13.  It followed that, had the premises been rented out for a year as “decontrolled” premises, in accordance with the law (The Housing Decontrol Ordinance Article 5 (3) (c)), the rent of the premises would have been renewable upon the expiration of the first year and every fifteen years thereafter taking into consideration the index of inflation. Between 1984 and 1985 there was no increase in the index of inflation but in fact a decrease of 1.01 points. Thus, the rent in 1985 would also be MTL 120 (approximately EUR 280). The next revision would have been due in 2000 and by then the increase in the index of inflation was of 163.83 points translating into an increase in rent of MTL 321.40 (approximately EUR 749) per year. However, according to the Housing Decontrol Ordinance, such an increase in rent could not exceed 100% every fifteen years and consequently in 2000 the rent payable would have been MTL 240 (approximately EUR 559). Thus, the Government submitted that the sum of MTL 3,600 (approximately EUR 8,386) would suffice to compensate the applicant for the rent due from March 1984 to March 2007.

14.  The Government also submitted that it would be prepared to pay future rent at the rate of MTL 240 (approximately EUR 559) per year subject to an increase every fifteen years according to the index of inflation and subject to a maximum increase of 100% every fifteen years. Lastly, the Government submitted that the market value in Malta could not form the basis of the computation for compensation. Social and economic factors related to the social function of property necessarily had to be taken into account. Moreover, property markets were also influenced by factors such as the sale of property to foreigners and the phenomenon of the purchase of property purely for investment or speculation purposes.

2.  The Court’s assessment

15.  The Court recalls that in its principal judgment it held that there had been a violation of Article 1 of Protocol No. 1 as regards a requisition order imposed on the applicant, for almost twenty-two years, which had created a landlord-tenant relationship under which he received only a small amount of rent and a minimal profit, so that he had to bear a disproportionate and excessive burden (see Ghigo v. Malta, no. 31122/05, § 69, 26 September 2006).

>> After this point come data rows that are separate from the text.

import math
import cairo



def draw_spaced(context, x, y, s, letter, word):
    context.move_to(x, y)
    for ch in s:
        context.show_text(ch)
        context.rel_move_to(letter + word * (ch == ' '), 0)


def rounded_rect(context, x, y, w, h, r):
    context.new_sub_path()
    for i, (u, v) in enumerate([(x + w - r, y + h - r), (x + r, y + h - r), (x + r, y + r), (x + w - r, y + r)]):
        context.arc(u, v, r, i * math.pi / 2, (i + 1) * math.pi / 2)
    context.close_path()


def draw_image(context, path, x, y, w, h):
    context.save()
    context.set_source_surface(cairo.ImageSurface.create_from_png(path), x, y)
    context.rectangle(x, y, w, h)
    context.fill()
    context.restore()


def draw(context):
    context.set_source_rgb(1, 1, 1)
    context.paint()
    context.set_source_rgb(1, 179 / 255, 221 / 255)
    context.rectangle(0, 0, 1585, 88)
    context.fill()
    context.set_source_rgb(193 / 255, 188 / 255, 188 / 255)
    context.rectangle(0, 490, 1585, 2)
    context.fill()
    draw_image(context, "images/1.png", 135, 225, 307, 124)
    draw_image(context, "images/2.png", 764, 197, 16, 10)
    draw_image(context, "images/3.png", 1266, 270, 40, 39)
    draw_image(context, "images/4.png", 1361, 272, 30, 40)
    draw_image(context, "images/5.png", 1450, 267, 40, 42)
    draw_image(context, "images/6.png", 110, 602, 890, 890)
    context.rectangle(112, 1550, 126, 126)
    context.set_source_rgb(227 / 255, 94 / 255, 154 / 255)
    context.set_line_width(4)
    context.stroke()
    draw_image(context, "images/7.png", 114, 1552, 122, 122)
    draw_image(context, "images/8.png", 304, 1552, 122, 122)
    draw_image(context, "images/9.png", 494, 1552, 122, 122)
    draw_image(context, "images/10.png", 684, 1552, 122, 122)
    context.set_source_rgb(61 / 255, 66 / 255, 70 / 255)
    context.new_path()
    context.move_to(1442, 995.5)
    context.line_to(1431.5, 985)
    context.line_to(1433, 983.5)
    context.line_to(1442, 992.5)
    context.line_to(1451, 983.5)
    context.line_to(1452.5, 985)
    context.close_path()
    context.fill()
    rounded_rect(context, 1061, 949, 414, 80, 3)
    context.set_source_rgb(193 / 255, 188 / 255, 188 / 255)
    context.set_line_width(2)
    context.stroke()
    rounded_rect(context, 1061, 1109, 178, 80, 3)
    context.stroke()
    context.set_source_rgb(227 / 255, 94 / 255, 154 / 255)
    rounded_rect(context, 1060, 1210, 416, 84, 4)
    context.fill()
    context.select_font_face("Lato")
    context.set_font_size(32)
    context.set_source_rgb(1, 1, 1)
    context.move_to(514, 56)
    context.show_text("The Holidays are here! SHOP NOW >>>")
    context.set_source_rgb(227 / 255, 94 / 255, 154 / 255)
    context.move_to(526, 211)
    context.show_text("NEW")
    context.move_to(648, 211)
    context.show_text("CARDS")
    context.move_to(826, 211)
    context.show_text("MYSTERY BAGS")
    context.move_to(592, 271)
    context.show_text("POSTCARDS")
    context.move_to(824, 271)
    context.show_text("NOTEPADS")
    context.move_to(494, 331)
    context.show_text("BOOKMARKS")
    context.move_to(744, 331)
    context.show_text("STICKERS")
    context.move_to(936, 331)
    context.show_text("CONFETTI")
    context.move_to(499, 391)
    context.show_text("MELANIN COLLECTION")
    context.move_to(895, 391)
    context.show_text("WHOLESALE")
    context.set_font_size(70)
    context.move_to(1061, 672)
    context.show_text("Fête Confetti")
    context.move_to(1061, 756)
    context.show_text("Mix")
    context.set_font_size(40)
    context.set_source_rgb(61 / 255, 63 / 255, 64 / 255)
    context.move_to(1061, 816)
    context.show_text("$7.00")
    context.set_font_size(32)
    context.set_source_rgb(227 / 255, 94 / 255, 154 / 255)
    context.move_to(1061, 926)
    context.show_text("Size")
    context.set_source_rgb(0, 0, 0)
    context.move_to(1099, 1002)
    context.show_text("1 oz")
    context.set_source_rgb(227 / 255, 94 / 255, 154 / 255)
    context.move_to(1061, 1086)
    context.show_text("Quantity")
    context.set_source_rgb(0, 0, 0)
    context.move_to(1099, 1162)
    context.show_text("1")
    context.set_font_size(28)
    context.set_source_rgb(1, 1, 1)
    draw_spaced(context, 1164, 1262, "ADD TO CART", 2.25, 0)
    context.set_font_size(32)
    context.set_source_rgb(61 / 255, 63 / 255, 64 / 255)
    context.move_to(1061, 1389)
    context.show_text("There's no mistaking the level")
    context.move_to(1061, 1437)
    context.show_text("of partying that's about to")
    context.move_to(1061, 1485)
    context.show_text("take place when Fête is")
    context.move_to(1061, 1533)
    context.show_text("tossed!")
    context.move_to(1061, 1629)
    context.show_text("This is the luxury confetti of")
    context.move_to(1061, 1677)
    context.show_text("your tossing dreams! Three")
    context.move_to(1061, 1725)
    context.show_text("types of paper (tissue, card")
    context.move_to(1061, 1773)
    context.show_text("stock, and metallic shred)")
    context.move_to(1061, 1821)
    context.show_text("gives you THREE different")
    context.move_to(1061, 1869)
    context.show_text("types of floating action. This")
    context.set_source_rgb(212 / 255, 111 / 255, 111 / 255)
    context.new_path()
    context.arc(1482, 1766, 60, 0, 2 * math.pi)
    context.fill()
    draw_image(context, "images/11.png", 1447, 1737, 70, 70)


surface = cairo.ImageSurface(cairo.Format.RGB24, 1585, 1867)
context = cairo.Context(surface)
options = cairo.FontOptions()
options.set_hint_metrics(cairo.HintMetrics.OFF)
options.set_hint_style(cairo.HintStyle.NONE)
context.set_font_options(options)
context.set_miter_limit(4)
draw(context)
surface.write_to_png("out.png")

16.  The Court will proceed to determine the compensation the applicant is entitled to in respect of the loss of control, use, and enjoyment of the property which he has already suffered from 1984 to 2008.

17.  The Court observes that there is a considerable difference between the applicant’s claims and the amount offered by the Government. It further notes that the Government’s calculation is based on the law in force at the time for “decontrolled premises”. The Court in principle is not bound to follow domestic calculations; moreover, in the present case the Government’s calculations are merely speculative and based on another legal regime which was not pertinent to the applicant’s premises. Furthermore, it recalls that in its principal judgment the Court solely considered whether the requisition order imposed on the applicant creating a landlord-tenant relationship with fixed minimal rents infringed the applicant’s rights under Article 1 of Protocol No. 1. It did not enter into an analysis of whether the rent control laws in force in respect of landlord-tenant relationships entered into voluntarily, and therefore applicable to non-requisitioned property owners, whether the property was “decontrolled” or otherwise, were compatible with the Convention. The Court is of the view that the applicant’s submissions can be reasonably considered to reflect an acceptable valuation of the rental value on the market over the years.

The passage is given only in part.